Saved data entries:
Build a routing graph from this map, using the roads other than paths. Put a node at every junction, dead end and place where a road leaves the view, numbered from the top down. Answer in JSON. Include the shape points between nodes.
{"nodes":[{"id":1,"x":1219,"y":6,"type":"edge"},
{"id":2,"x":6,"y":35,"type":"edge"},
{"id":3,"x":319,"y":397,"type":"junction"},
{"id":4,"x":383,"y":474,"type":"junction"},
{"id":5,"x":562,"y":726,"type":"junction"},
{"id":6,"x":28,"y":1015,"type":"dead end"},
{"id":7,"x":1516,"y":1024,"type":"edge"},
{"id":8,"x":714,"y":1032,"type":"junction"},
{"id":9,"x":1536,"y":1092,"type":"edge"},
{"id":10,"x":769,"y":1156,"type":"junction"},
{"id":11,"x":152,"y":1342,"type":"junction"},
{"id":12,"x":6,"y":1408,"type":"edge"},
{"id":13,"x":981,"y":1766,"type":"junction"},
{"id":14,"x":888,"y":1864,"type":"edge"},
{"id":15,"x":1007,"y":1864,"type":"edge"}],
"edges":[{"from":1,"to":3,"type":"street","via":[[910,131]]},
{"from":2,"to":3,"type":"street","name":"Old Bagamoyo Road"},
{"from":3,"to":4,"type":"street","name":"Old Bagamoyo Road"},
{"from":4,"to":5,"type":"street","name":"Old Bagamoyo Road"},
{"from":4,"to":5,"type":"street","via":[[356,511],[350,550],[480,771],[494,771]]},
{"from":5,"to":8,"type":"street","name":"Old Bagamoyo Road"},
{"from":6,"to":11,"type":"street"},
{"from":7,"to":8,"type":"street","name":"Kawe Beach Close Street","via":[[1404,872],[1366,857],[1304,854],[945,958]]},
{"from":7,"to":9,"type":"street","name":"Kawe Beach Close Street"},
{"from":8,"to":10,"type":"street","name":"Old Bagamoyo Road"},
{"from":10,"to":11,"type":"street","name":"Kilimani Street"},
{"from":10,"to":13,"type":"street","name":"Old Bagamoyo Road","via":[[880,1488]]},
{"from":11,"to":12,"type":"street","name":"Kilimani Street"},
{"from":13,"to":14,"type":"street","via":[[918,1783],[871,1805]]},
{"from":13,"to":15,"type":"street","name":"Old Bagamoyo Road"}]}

TASK PROMPT:
Would you return each entry exactly as it reads?

OUTPUT:
Build a routing graph from this map, using the roads other than paths. Put a node at every junction, dead end and place where a road leaves the view, numbered from the top down. Answer in JSON. Include the shape points between nodes.
{"nodes":[{"id":1,"x":1219,"y":6,"type":"edge"},
{"id":2,"x":6,"y":35,"type":"edge"},
{"id":3,"x":319,"y":397,"type":"junction"},
{"id":4,"x":383,"y":474,"type":"junction"},
{"id":5,"x":562,"y":726,"type":"junction"},
{"id":6,"x":28,"y":1015,"type":"dead end"},
{"id":7,"x":1516,"y":1024,"type":"edge"},
{"id":8,"x":714,"y":1032,"type":"junction"},
{"id":9,"x":1536,"y":1092,"type":"edge"},
{"id":10,"x":769,"y":1156,"type":"junction"},
{"id":11,"x":152,"y":1342,"type":"junction"},
{"id":12,"x":6,"y":1408,"type":"edge"},
{"id":13,"x":981,"y":1766,"type":"junction"},
{"id":14,"x":888,"y":1864,"type":"edge"},
{"id":15,"x":1007,"y":1864,"type":"edge"}],
"edges":[{"from":1,"to":3,"type":"street","via":[[910,131]]},
{"from":2,"to":3,"type":"street","name":"Old Bagamoyo Road"},
{"from":3,"to":4,"type":"street","name":"Old Bagamoyo Road"},
{"from":4,"to":5,"type":"street","name":"Old Bagamoyo Road"},
{"from":4,"to":5,"type":"street","via":[[356,511],[350,550],[480,771],[494,771]]},
{"from":5,"to":8,"type":"street","name":"Old Bagamoyo Road"},
{"from":6,"to":11,"type":"street"},
{"from":7,"to":8,"type":"street","name":"Kawe Beach Close Street","via":[[1404,872],[1366,857],[1304,854],[945,958]]},
{"from":7,"to":9,"type":"street","name":"Kawe Beach Close Street"},
{"from":8,"to":10,"type":"street","name":"Old Bagamoyo Road"},
{"from":10,"to":11,"type":"street","name":"Kilimani Street"},
{"from":10,"to":13,"type":"street","name":"Old Bagamoyo Road","via":[[880,1488]]},
{"from":11,"to":12,"type":"street","name":"Kilimani Street"},
{"from":13,"to":14,"type":"street","via":[[918,1783],[871,1805]]},
{"from":13,"to":15,"type":"street","name":"Old Bagamoyo Road"}]}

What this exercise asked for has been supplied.